= Data to use =

- Opening Delimiter -

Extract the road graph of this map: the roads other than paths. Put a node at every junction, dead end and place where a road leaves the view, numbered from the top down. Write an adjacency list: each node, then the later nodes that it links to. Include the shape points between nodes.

- Closing Delimiter -
- Opening Delimiter -

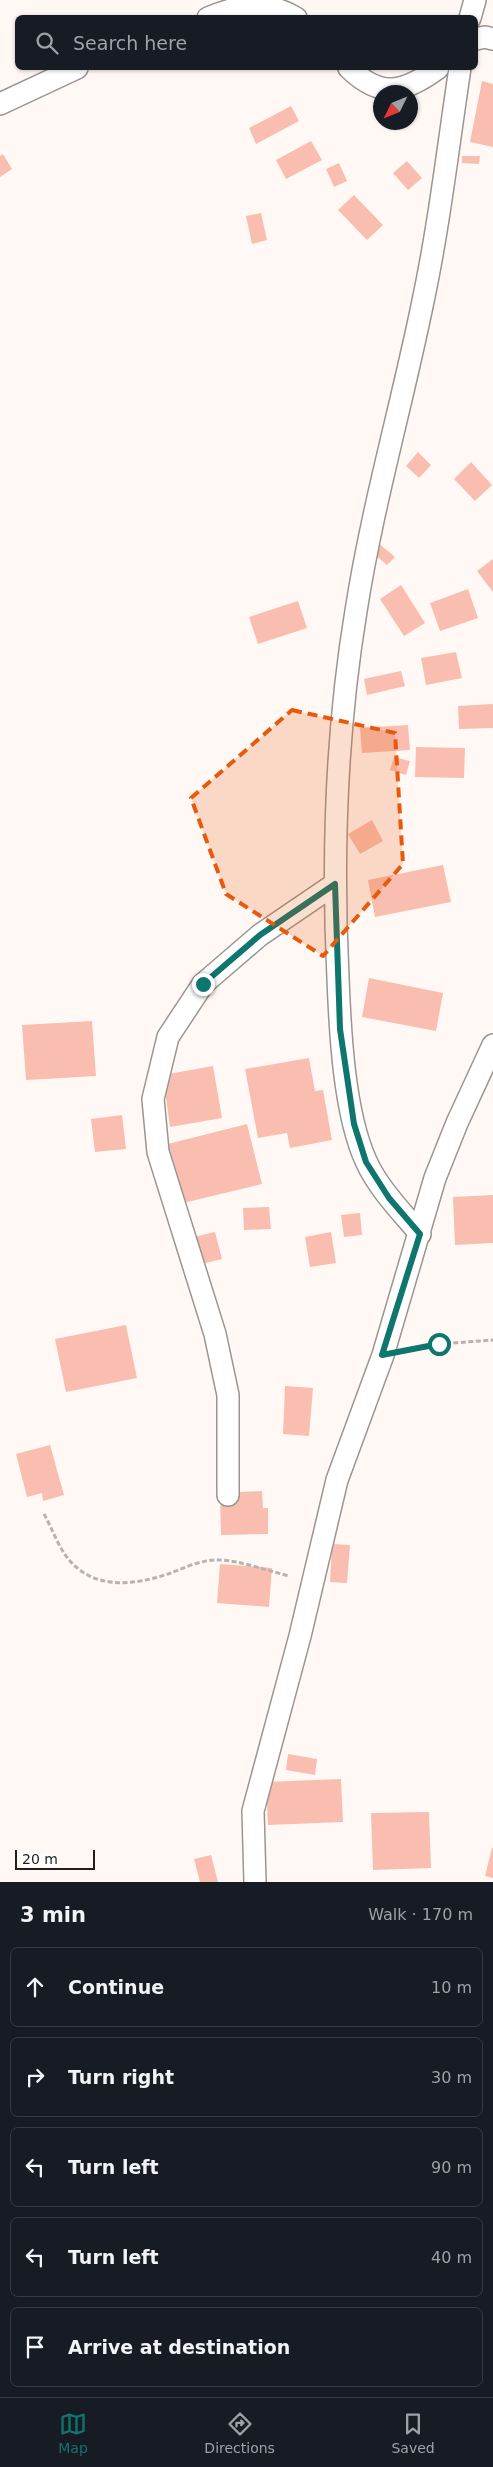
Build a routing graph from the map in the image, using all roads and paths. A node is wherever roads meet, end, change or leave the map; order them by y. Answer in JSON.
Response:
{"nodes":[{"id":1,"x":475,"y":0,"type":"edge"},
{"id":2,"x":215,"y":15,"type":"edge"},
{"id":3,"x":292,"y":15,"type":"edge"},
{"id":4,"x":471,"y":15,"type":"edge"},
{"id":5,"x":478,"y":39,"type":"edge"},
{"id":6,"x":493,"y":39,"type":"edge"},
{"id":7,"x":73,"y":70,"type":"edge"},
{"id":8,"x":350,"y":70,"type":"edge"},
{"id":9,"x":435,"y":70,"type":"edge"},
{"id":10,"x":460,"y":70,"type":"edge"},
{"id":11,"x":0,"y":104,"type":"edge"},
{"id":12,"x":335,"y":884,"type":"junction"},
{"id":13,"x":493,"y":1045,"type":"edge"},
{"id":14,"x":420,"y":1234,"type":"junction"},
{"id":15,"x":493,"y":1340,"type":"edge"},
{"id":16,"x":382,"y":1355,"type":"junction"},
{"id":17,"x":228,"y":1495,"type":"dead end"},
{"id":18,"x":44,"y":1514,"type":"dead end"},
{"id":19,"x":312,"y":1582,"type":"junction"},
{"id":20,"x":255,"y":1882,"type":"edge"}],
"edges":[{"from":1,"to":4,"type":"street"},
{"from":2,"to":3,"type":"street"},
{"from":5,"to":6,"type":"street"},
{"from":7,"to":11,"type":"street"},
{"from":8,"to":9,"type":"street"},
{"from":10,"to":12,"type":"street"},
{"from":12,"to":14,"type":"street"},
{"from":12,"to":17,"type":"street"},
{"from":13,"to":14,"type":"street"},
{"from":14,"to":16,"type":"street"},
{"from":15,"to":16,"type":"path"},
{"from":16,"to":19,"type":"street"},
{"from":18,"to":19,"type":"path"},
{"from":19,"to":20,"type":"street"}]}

- Closing Delimiter -
- Opening Delimiter -

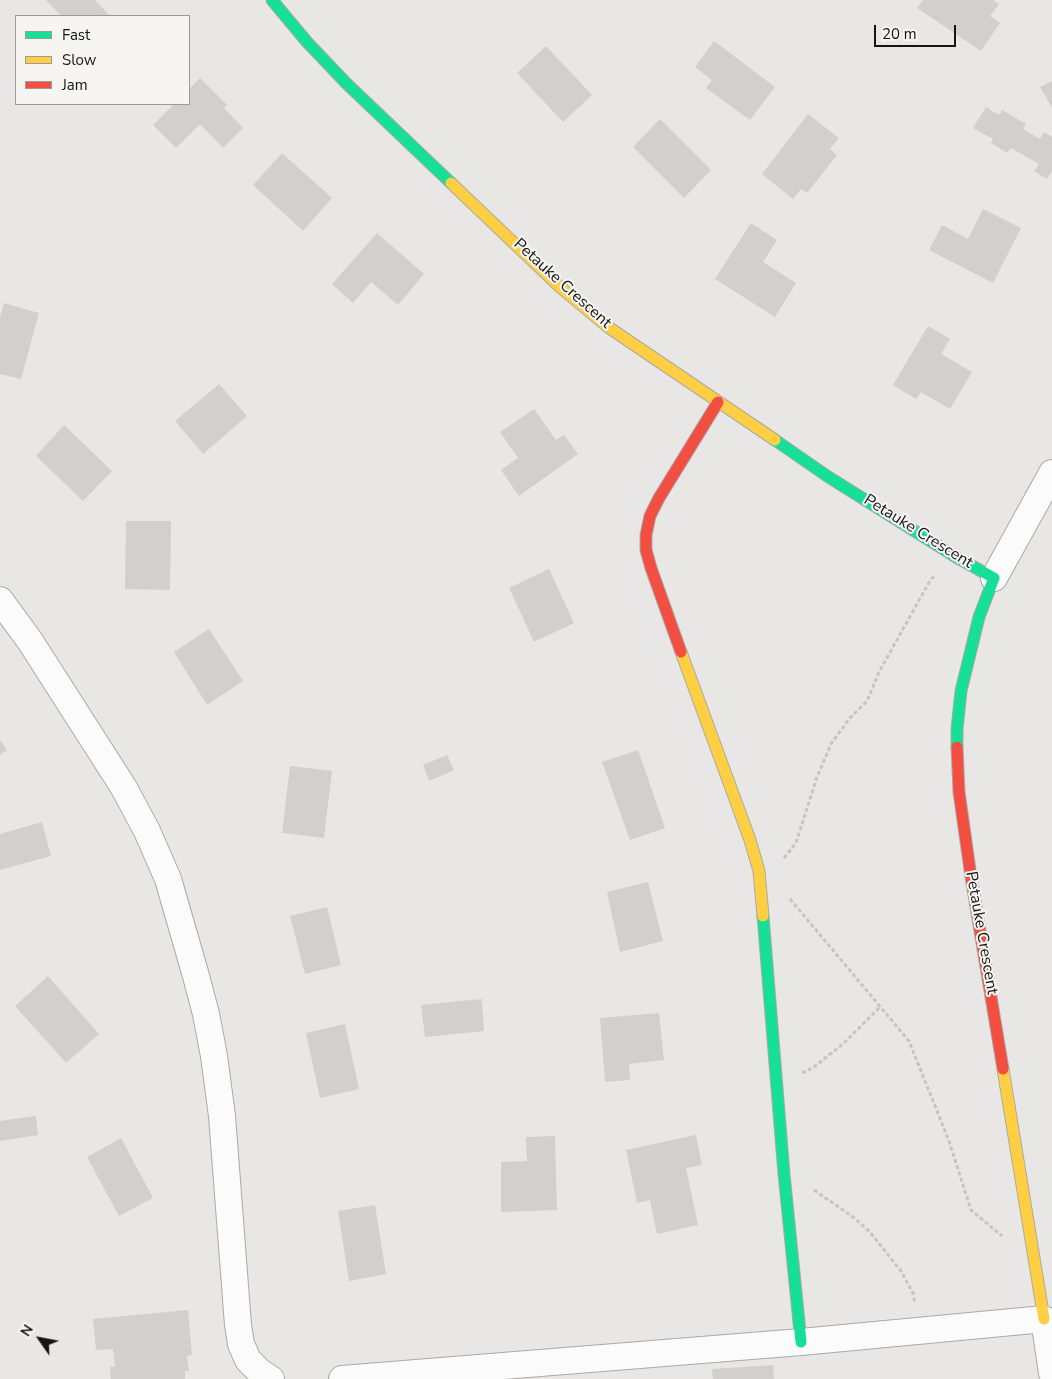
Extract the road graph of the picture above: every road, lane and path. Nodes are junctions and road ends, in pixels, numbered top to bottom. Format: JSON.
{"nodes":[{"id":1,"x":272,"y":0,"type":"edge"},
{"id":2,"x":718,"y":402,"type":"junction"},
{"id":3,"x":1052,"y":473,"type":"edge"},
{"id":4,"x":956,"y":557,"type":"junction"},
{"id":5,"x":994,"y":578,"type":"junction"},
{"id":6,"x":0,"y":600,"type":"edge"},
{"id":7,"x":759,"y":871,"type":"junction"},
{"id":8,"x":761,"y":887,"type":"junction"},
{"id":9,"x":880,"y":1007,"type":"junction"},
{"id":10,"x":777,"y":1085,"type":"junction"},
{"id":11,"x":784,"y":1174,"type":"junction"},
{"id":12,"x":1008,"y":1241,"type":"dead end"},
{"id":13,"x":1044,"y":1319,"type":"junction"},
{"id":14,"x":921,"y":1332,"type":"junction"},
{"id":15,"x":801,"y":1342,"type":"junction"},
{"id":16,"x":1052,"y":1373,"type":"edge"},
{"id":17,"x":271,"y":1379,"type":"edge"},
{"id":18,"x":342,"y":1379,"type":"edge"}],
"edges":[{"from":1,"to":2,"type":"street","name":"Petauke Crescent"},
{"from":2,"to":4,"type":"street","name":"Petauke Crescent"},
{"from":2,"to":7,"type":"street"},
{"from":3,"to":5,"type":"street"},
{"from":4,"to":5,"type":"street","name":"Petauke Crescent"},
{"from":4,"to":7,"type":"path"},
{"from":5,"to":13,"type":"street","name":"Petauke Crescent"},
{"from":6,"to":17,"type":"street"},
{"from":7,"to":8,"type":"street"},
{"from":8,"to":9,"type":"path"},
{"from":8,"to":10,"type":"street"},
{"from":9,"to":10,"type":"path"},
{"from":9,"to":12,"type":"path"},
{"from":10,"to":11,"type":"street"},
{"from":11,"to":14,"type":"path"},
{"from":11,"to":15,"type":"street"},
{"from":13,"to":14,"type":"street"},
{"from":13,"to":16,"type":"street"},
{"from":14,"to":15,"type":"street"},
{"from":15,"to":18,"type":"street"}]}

- Closing Delimiter -

= Assignment =
For the listing above, work out how many lines contain the string "roads" and return only that figure.

= Solution for this problem =
2